----- DATASET EXCERPTS -----

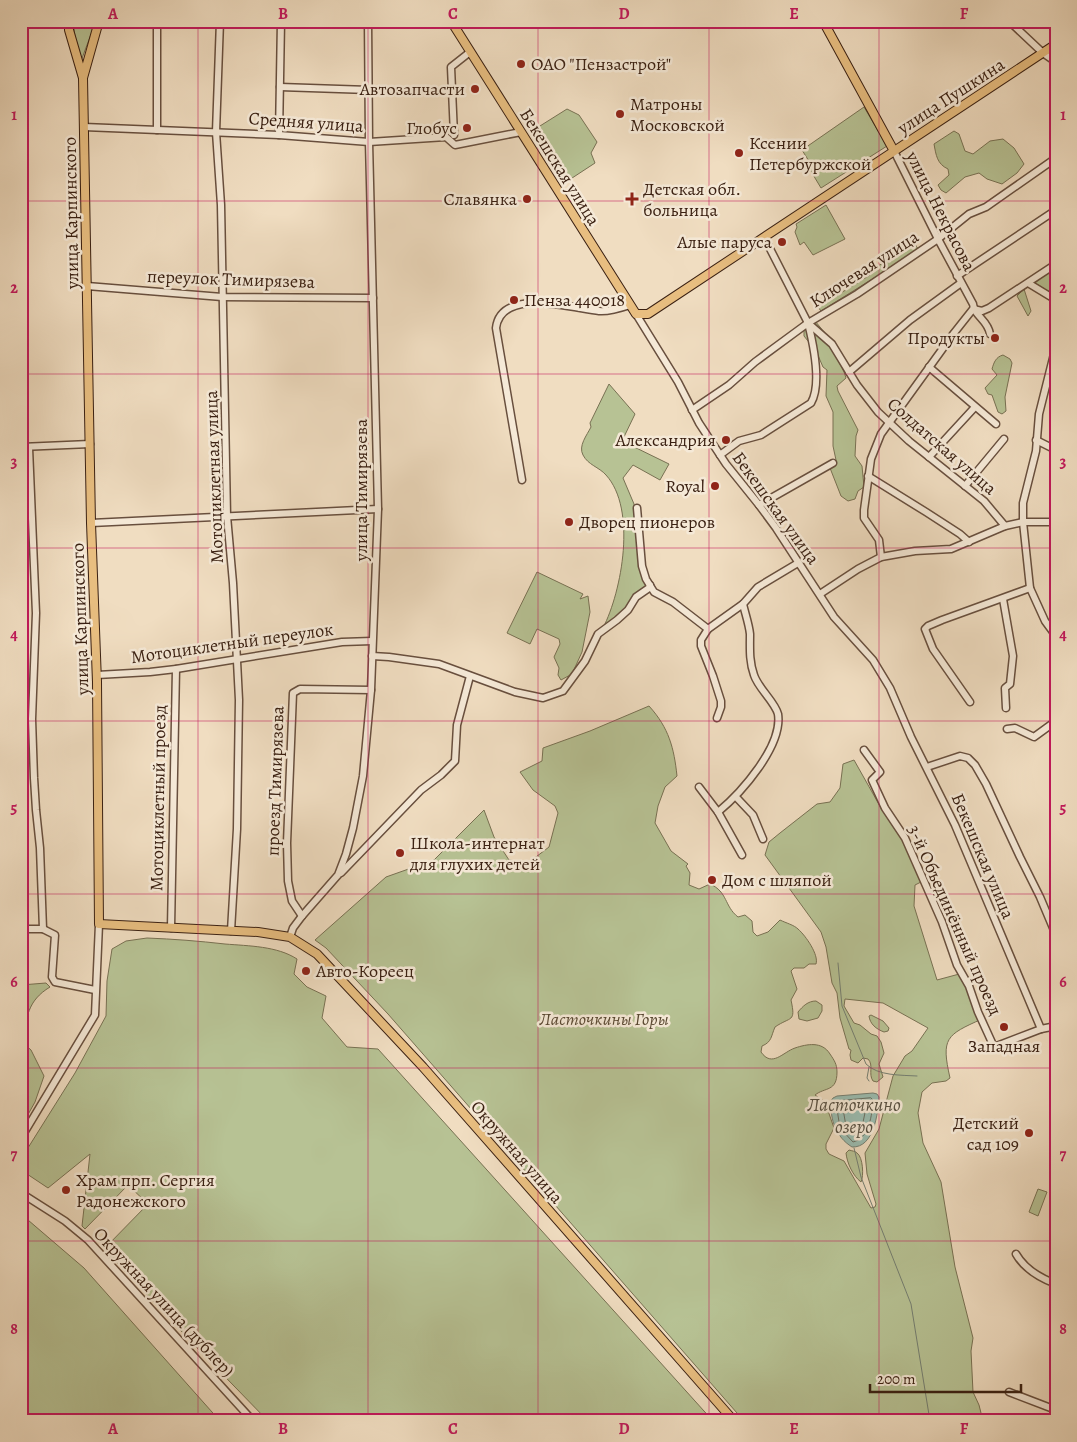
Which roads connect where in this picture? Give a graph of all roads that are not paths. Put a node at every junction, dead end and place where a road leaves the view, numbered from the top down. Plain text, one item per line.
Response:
1 (69, 21) edge
2 (99, 21) edge
3 (157, 21) edge
4 (220, 21) edge
5 (281, 21) edge
6 (368, 21) edge
7 (451, 21) edge
8 (823, 21) edge
9 (1009, 21) edge
10 (1056, 44) edge
11 (470, 52) junction
12 (1043, 53) junction
13 (1056, 62) edge
14 (83, 78) junction
15 (280, 87) junction
16 (369, 90) junction
17 (84, 128) junction
18 (157, 130) junction
19 (216, 132) junction
20 (521, 132) junction
21 (280, 134) junction
22 (454, 135) dead end
23 (369, 142) junction
24 (894, 151) junction
25 (1056, 158) edge
26 (1056, 210) edge
27 (764, 237) junction
28 (938, 239) junction
29 (1056, 264) edge
30 (958, 276) junction
31 (961, 282) junction
32 (1028, 283) junction
33 (87, 286) junction
34 (222, 297) junction
35 (373, 298) junction
36 (1056, 300) edge
37 (630, 306) junction
38 (974, 309) junction
39 (636, 314) junction
40 (808, 323) junction
41 (990, 334) dead end
42 (1056, 346) edge
43 (929, 368) junction
44 (849, 372) junction
45 (975, 407) junction
46 (692, 410) junction
47 (890, 423) junction
48 (996, 424) dead end
49 (1004, 439) dead end
50 (1036, 440) junction
51 (90, 444) junction
52 (21, 448) edge
53 (29, 448) junction
54 (1056, 450) edge
55 (720, 455) junction
56 (929, 457) junction
57 (834, 463) dead end
58 (868, 476) junction
59 (522, 480) dead end
60 (966, 486) junction
61 (759, 505) junction
62 (637, 508) dead end
63 (378, 509) junction
64 (227, 516) junction
65 (1023, 522) junction
66 (1056, 522) edge
67 (91, 523) junction
68 (1005, 526) junction
69 (969, 542) junction
70 (881, 556) junction
71 (798, 563) junction
72 (650, 585) junction
73 (1030, 588) junction
74 (820, 594) junction
75 (1002, 599) junction
76 (743, 604) junction
77 (708, 629) junction
78 (1056, 636) edge
79 (372, 641) junction
80 (372, 656) junction
81 (236, 659) junction
82 (176, 669) junction
83 (97, 675) junction
84 (470, 676) junction
85 (371, 690) junction
86 (970, 702) dead end
87 (1006, 708) dead end
88 (717, 718) dead end
89 (1056, 721) edge
90 (1007, 729) dead end
91 (864, 750) dead end
92 (927, 767) junction
93 (699, 787) dead end
94 (736, 797) junction
95 (718, 812) junction
96 (763, 839) dead end
97 (742, 855) dead end
98 (338, 875) junction
99 (302, 916) junction
100 (99, 924) junction
101 (44, 928) junction
102 (171, 928) junction
103 (21, 929) edge
104 (230, 931) junction
105 (1056, 935) edge
106 (290, 938) junction
107 (95, 990) junction
108 (1056, 1026) edge
109 (1041, 1029) junction
110 (21, 1138) edge
111 (21, 1193) edge
112 (1016, 1254) dead end
113 (1056, 1284) edge
114 (1009, 1392) dead end
115 (1056, 1410) edge
116 (253, 1421) edge
117 (734, 1421) edge

1 - 14 main road, улица Карпинского
2 - 14 main road, улица Карпинского
3 - 18 street
4 - 19 street, Мотоциклетная улица
5 - 15 street
6 - 16 street, улица Тимирязева
7 - 11 main road, Бекешская улица
8 - 24 main road, улица Некрасова
9 - 12 street
10 - 12 main road, улица Пушкина
11 - 20 main road, Бекешская улица
11 - 22 street
12 - 13 street
12 - 24 main road, улица Пушкина
14 - 17 main road, улица Карпинского
15 - 16 street
15 - 21 street
16 - 23 street, улица Тимирязева
17 - 18 street, Средняя улица
17 - 33 main road, улица Карпинского
18 - 19 street, Средняя улица
19 - 21 street, Средняя улица
19 - 34 street, Мотоциклетная улица
20 - 23 street, Средняя улица
20 - 37 main road, Бекешская улица
21 - 23 street, Средняя улица
23 - 35 street, улица Тимирязева
24 - 27 main road, улица Пушкина
24 - 28 street, улица Некрасова
25 - 28 street, Ключевая улица
26 - 30 street
27 - 39 main road, улица Пушкина
27 - 40 street, Солдатская улица
28 - 30 street, улица Некрасова
28 - 40 street, Ключевая улица
29 - 32 street
30 - 31 street, улица Некрасова
31 - 38 street, улица Некрасова
31 - 44 street
32 - 36 street
32 - 38 street
33 - 34 street, переулок Тимирязева
33 - 51 main road, улица Карпинского
34 - 35 street, переулок Тимирязева
34 - 64 street, Мотоциклетная улица
35 - 63 street, улица Тимирязева
37 - 39 main road, Бекешская улица
37 - 59 street
38 - 41 street, улица Некрасова
38 - 43 street
39 - 46 street, Бекешская улица
40 - 44 street, Солдатская улица
40 - 46 street, Ключевая улица
40 - 55 street
42 - 50 street
43 - 45 street
43 - 47 street
44 - 47 street, Солдатская улица
45 - 48 street
45 - 56 street
46 - 55 street, Бекешская улица
47 - 56 street, Солдатская улица
47 - 58 street
49 - 60 street
50 - 54 street
50 - 65 street
51 - 53 street
51 - 67 main road, улица Карпинского
52 - 53 street
53 - 101 street
55 - 61 street, Бекешская улица
56 - 60 street, Солдатская улица
57 - 61 street
58 - 69 street
58 - 70 street
60 - 68 street, Солдатская улица
61 - 71 street, Бекешская улица
62 - 72 street
63 - 64 street
63 - 79 street, улица Тимирязева
64 - 67 street
64 - 81 street, Мотоциклетная улица
65 - 66 street
65 - 68 street
65 - 73 street
67 - 83 main road, улица Карпинского
68 - 69 street
69 - 70 street
70 - 74 street
71 - 74 street, Бекешская улица
71 - 76 street
72 - 77 street
72 - 84 street
73 - 75 street
73 - 78 street
74 - 92 street, Бекешская улица
75 - 86 street
75 - 87 street
76 - 77 street
76 - 94 street
77 - 88 street
79 - 80 street, улица Тимирязева
79 - 81 street, Мотоциклетный переулок
80 - 84 street
80 - 85 street, улица Тимирязева
81 - 82 street, Мотоциклетный переулок
81 - 104 street, Мотоциклетная улица
82 - 83 street, Мотоциклетный переулок
82 - 102 street, Мотоциклетный проезд
83 - 100 main road, улица Карпинского
84 - 98 street
85 - 98 street, улица Тимирязева
85 - 99 street, проезд Тимирязева
89 - 90 street
91 - 109 street, 3-й Объединённый проезд
92 - 105 street
92 - 109 street, Бекешская улица
93 - 95 street
94 - 95 street
94 - 96 street
95 - 97 street
98 - 99 street, улица Тимирязева
99 - 106 street, улица Тимирязева
100 - 102 main road, Окружная улица
100 - 107 street, улица Карпинского
101 - 103 street
101 - 107 street
102 - 104 main road, Окружная улица
104 - 106 main road, Окружная улица
106 - 117 main road, Окружная улица
107 - 110 street, улица Карпинского
108 - 109 street
111 - 116 street, Окружная улица (дублер)
112 - 113 street
114 - 115 street

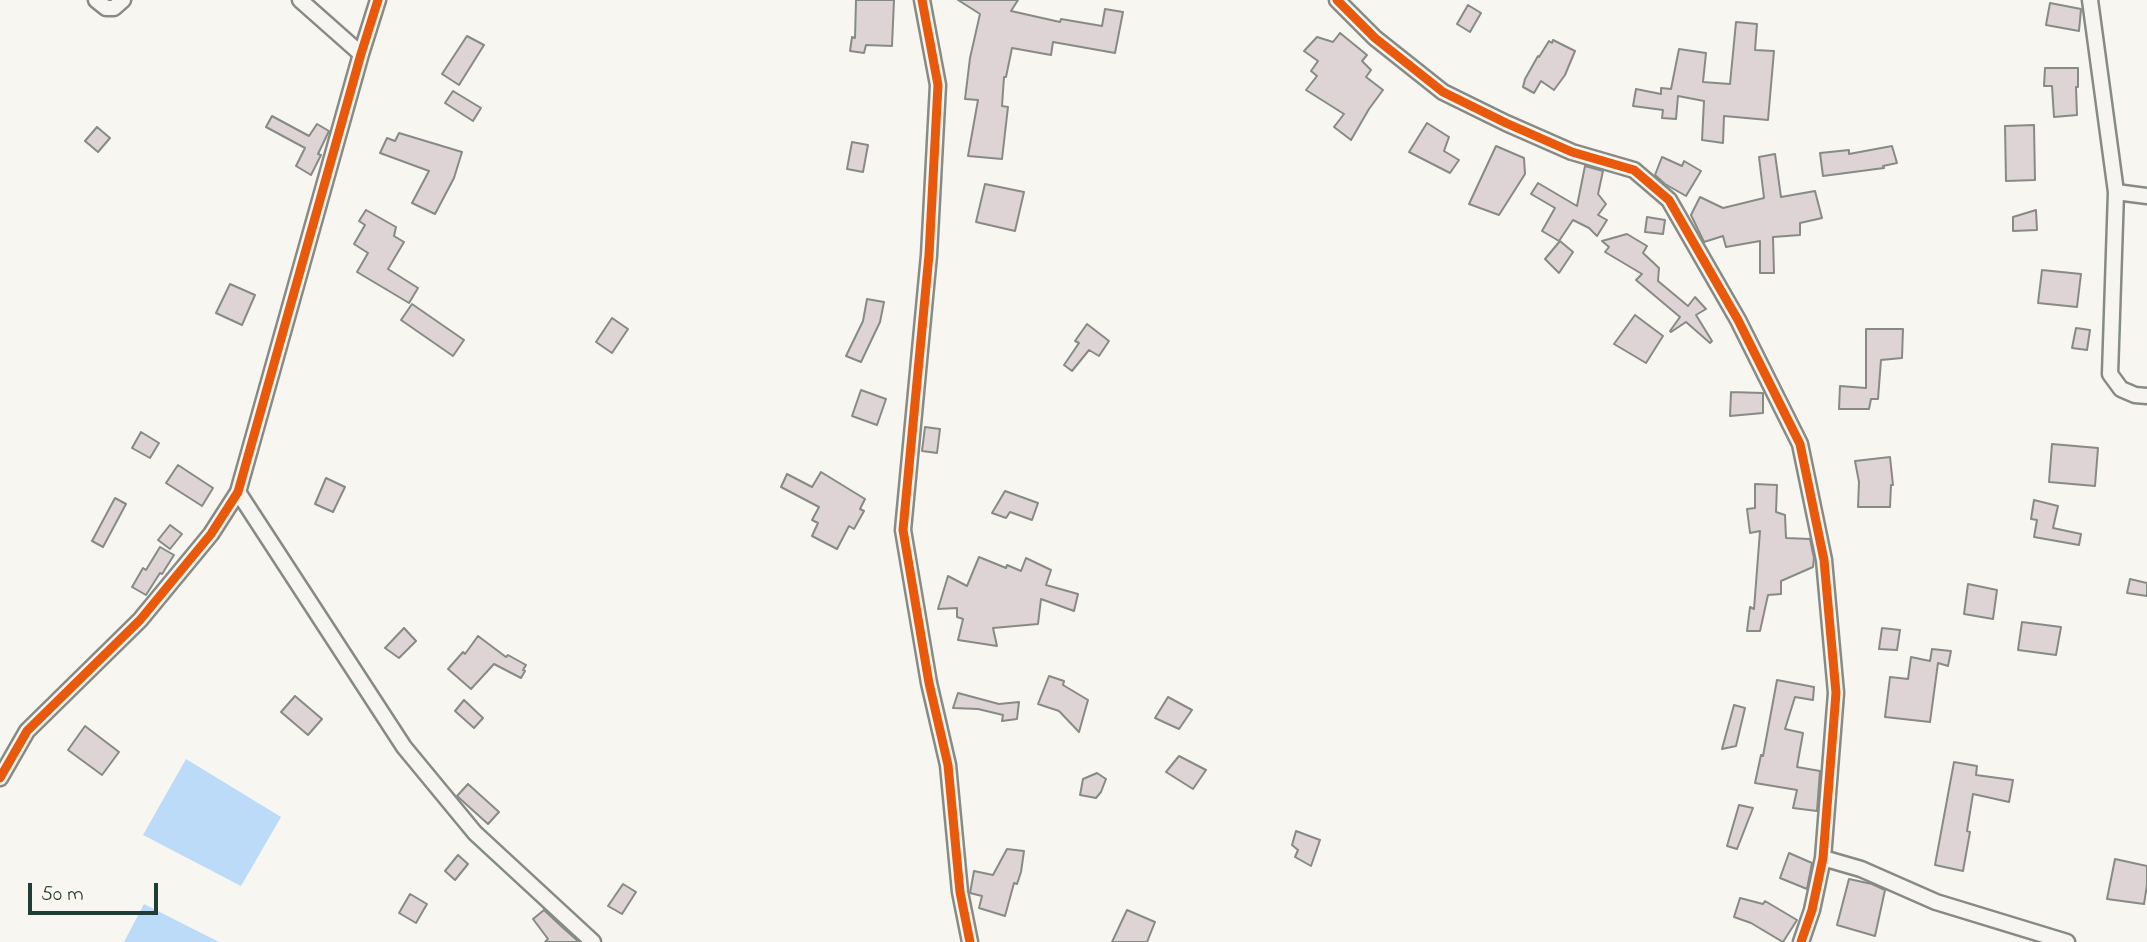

-----

THE TASK:
Find the word "Карпинского" in the listing above, then copy each line where it turns up.

REPLY TO THE TASK:
1 - 14 main road, улица Карпинского
2 - 14 main road, улица Карпинского
14 - 17 main road, улица Карпинского
17 - 33 main road, улица Карпинского
33 - 51 main road, улица Карпинского
51 - 67 main road, улица Карпинского
67 - 83 main road, улица Карпинского
83 - 100 main road, улица Карпинского
100 - 107 street, улица Карпинского
107 - 110 street, улица Карпинского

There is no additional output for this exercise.